■ **Directions for this task**:
Below are some entries. Work out how many of their lines hold the word "Lerchenberg", and write that number alone.

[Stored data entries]
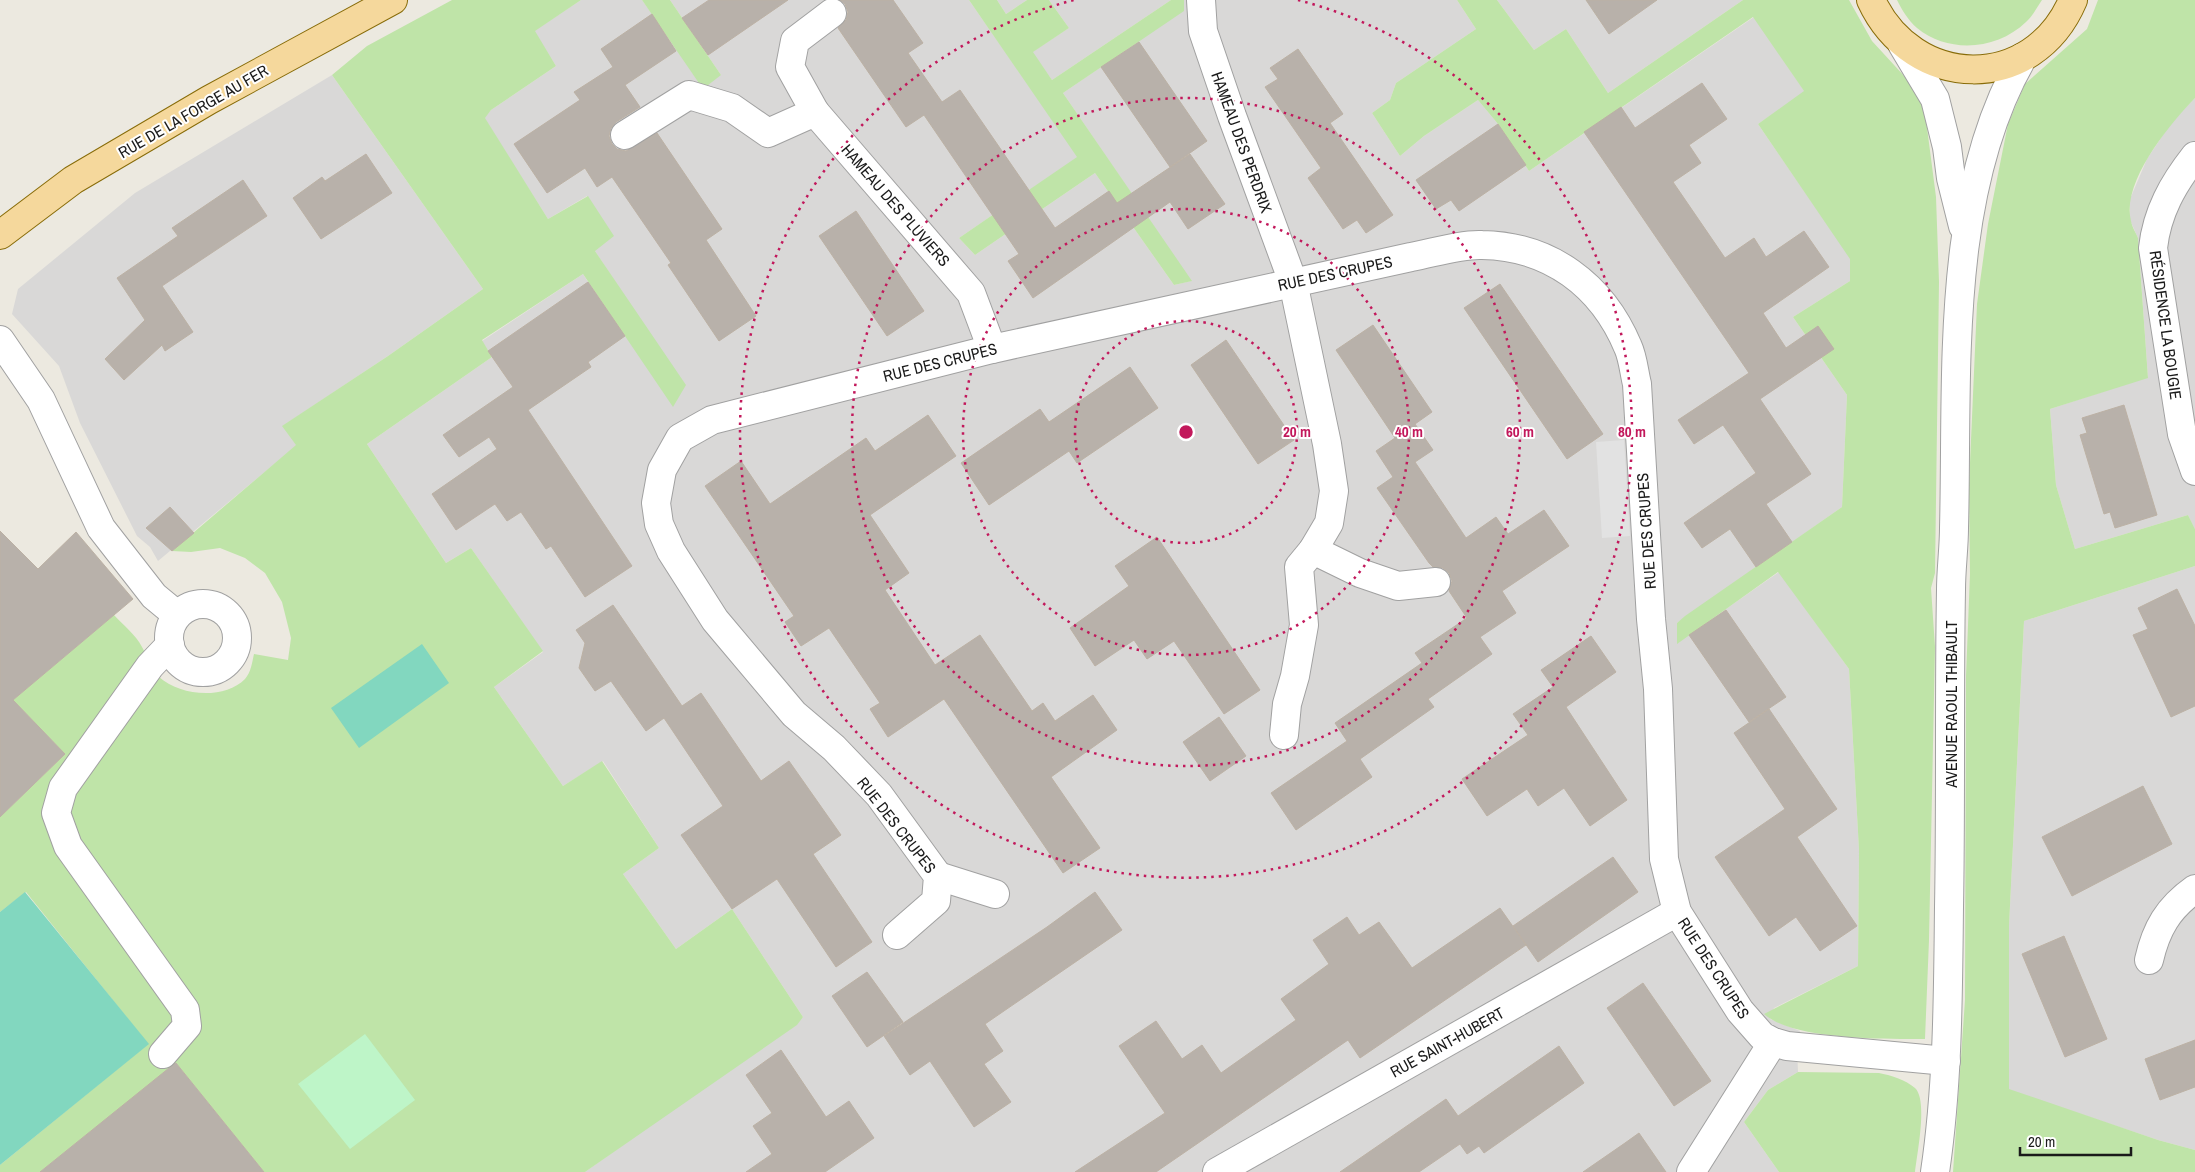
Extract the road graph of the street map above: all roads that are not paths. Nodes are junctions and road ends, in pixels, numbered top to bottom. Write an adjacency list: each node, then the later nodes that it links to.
1 (393, 0): 11 (main road, RUE DE LA FORGE AU FER)
2 (1201, 0): 13 (street, HAMEAU DES PERDRIX)
3 (1871, 0): 6 (main road)
4 (2073, 0): 7 (main road)
5 (832, 13): 8 (street, HAMEAU DES PLUVIERS)
6 (1902, 44): 7 (main road); 12 (street)
7 (2023, 57): 12 (street)
8 (815, 112): 9 (street); 15 (street, HAMEAU DES PLUVIERS)
9 (625, 135)
10 (2195, 156): 16 (street, RÉSIDENCE LA BOUGIE)
11 (0, 235)
12 (1966, 235): 30 (street, AVENUE RAOUL THIBAULT)
13 (1293, 282): 15 (street, RUE DES CRUPES); 17 (street, HAMEAU DES PERDRIX); 25 (street, RUE DES CRUPES)
14 (0, 340): 19 (street)
15 (992, 348): 22 (street, RUE DES CRUPES)
16 (2195, 471)
17 (1306, 558): 18 (street); 21 (street)
18 (1436, 582)
19 (178, 615): 20 (street); 20 (street)
20 (170, 645): 29 (street)
21 (1284, 735)
22 (937, 889): 24 (street); 26 (street)
23 (2195, 889): 27 (street)
24 (995, 894)
25 (1677, 912): 28 (street, RUE DES CRUPES); 31 (street, RUE SAINT-HUBERT)
26 (897, 935)
27 (2149, 960)
28 (1772, 1042): 30 (street, RUE DES CRUPES); 32 (street)
29 (163, 1054)
30 (1946, 1061): 33 (street, AVENUE RAOUL THIBAULT)
31 (1217, 1172)
32 (1691, 1172)
33 (1935, 1172)

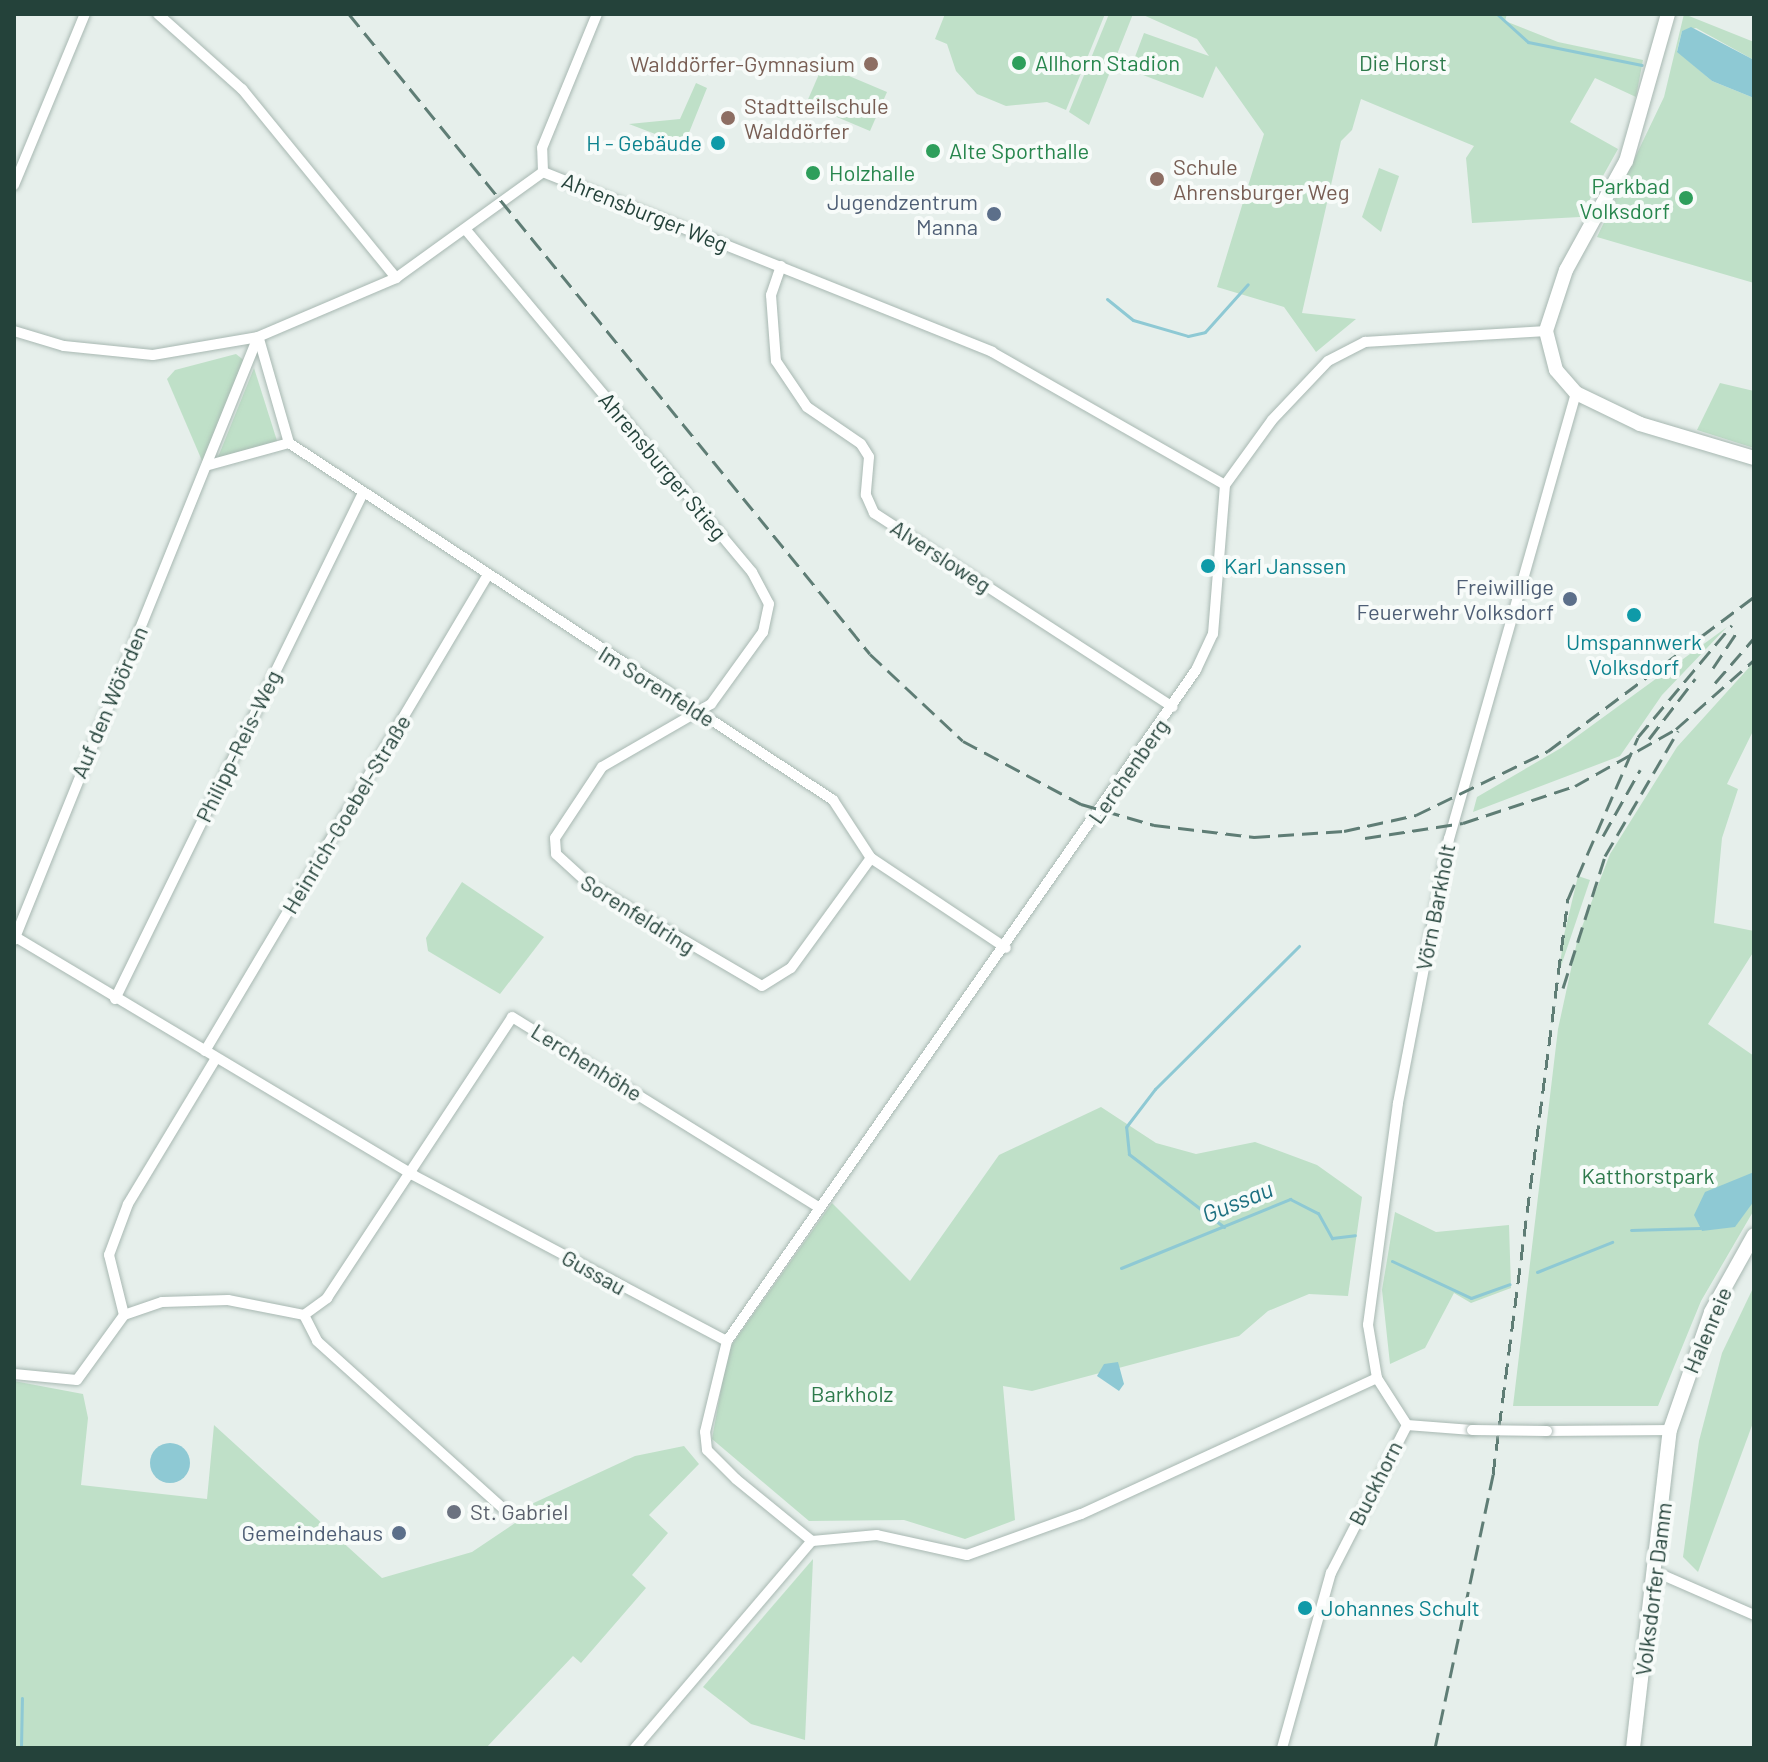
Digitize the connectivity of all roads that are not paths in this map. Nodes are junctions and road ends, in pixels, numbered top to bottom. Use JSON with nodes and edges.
{"nodes":[{"id":1,"x":85,"y":14,"type":"edge"},
{"id":2,"x":158,"y":14,"type":"edge"},
{"id":3,"x":597,"y":14,"type":"edge"},
{"id":4,"x":1668,"y":14,"type":"edge"},
{"id":5,"x":543,"y":172,"type":"junction"},
{"id":6,"x":14,"y":185,"type":"edge"},
{"id":7,"x":466,"y":230,"type":"junction"},
{"id":8,"x":781,"y":266,"type":"junction"},
{"id":9,"x":396,"y":278,"type":"junction"},
{"id":10,"x":14,"y":331,"type":"edge"},
{"id":11,"x":1546,"y":331,"type":"junction"},
{"id":12,"x":258,"y":337,"type":"junction"},
{"id":13,"x":1576,"y":393,"type":"junction"},
{"id":14,"x":289,"y":443,"type":"junction"},
{"id":15,"x":1754,"y":458,"type":"edge"},
{"id":16,"x":209,"y":465,"type":"junction"},
{"id":17,"x":1225,"y":485,"type":"junction"},
{"id":18,"x":363,"y":493,"type":"junction"},
{"id":19,"x":486,"y":578,"type":"junction"},
{"id":20,"x":1173,"y":707,"type":"junction"},
{"id":21,"x":699,"y":712,"type":"junction"},
{"id":22,"x":871,"y":858,"type":"junction"},
{"id":23,"x":14,"y":938,"type":"edge"},
{"id":24,"x":1006,"y":948,"type":"junction"},
{"id":25,"x":115,"y":999,"type":"junction"},
{"id":26,"x":205,"y":1051,"type":"junction"},
{"id":27,"x":216,"y":1058,"type":"junction"},
{"id":28,"x":413,"y":1175,"type":"junction"},
{"id":29,"x":820,"y":1208,"type":"junction"},
{"id":30,"x":1754,"y":1235,"type":"edge"},
{"id":31,"x":124,"y":1315,"type":"junction"},
{"id":32,"x":304,"y":1315,"type":"junction"},
{"id":33,"x":727,"y":1341,"type":"junction"},
{"id":34,"x":14,"y":1374,"type":"edge"},
{"id":35,"x":1377,"y":1378,"type":"junction"},
{"id":36,"x":1407,"y":1425,"type":"junction"},
{"id":37,"x":1670,"y":1430,"type":"junction"},
{"id":38,"x":505,"y":1510,"type":"dead end"},
{"id":39,"x":812,"y":1541,"type":"junction"},
{"id":40,"x":1658,"y":1573,"type":"junction"},
{"id":41,"x":1754,"y":1615,"type":"edge"},
{"id":42,"x":635,"y":1748,"type":"edge"},
{"id":43,"x":1282,"y":1748,"type":"edge"},
{"id":44,"x":1633,"y":1748,"type":"edge"}],
"edges":[{"from":1,"to":6,"type":"street"},
{"from":2,"to":9,"type":"street"},
{"from":3,"to":5,"type":"street"},
{"from":4,"to":11,"type":"street"},
{"from":5,"to":7,"type":"street","name":"Ahrensburger Weg"},
{"from":5,"to":8,"type":"street","name":"Ahrensburger Weg"},
{"from":7,"to":9,"type":"street","name":"Ahrensburger Weg"},
{"from":7,"to":21,"type":"street","name":"Ahrensburger Stieg"},
{"from":8,"to":17,"type":"street","name":"Ahrensburger Weg"},
{"from":8,"to":20,"type":"street","name":"Alversloweg"},
{"from":9,"to":12,"type":"street","name":"Ahrensburger Weg"},
{"from":10,"to":12,"type":"street","name":"Ahrensburger Weg"},
{"from":11,"to":13,"type":"street"},
{"from":11,"to":17,"type":"street"},
{"from":12,"to":14,"type":"street"},
{"from":12,"to":16,"type":"street","name":"Auf den Wöörden"},
{"from":13,"to":15,"type":"street"},
{"from":13,"to":35,"type":"street","name":"Vörn Barkholt"},
{"from":14,"to":16,"type":"street"},
{"from":14,"to":18,"type":"street","name":"Im Sorenfelde"},
{"from":16,"to":23,"type":"street","name":"Auf den Wöörden"},
{"from":17,"to":20,"type":"street","name":"Lerchenberg"},
{"from":18,"to":19,"type":"street","name":"Im Sorenfelde"},
{"from":18,"to":25,"type":"street","name":"Philipp-Reis-Weg"},
{"from":19,"to":21,"type":"street","name":"Im Sorenfelde"},
{"from":19,"to":26,"type":"street","name":"Heinrich-Goebel-Straße"},
{"from":20,"to":24,"type":"street","name":"Lerchenberg"},
{"from":21,"to":22,"type":"street","name":"Im Sorenfelde"},
{"from":21,"to":22,"type":"street","name":"Sorenfeldring"},
{"from":22,"to":24,"type":"street","name":"Im Sorenfelde"},
{"from":23,"to":25,"type":"street","name":"Gussau"},
{"from":24,"to":29,"type":"street","name":"Lerchenberg"},
{"from":25,"to":26,"type":"street","name":"Gussau"},
{"from":26,"to":27,"type":"street","name":"Gussau"},
{"from":27,"to":28,"type":"street","name":"Gussau"},
{"from":27,"to":31,"type":"street"},
{"from":28,"to":29,"type":"street","name":"Lerchenhöhe"},
{"from":28,"to":32,"type":"street"},
{"from":28,"to":33,"type":"street","name":"Gussau"},
{"from":29,"to":33,"type":"street","name":"Lerchenberg"},
{"from":30,"to":37,"type":"street","name":"Halenreie"},
{"from":31,"to":32,"type":"street"},
{"from":31,"to":34,"type":"street"},
{"from":32,"to":38,"type":"street"},
{"from":33,"to":39,"type":"street"},
{"from":35,"to":36,"type":"street","name":"Vörn Barkholt"},
{"from":35,"to":39,"type":"street"},
{"from":36,"to":37,"type":"street","name":"Buckhorn","bridge":true},
{"from":36,"to":43,"type":"street","name":"Buckhorn"},
{"from":37,"to":40,"type":"street","name":"Volksdorfer Damm"},
{"from":39,"to":42,"type":"street"},
{"from":40,"to":41,"type":"street"},
{"from":40,"to":44,"type":"street","name":"Volksdorfer Damm"}]}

■ **Final answer**:
4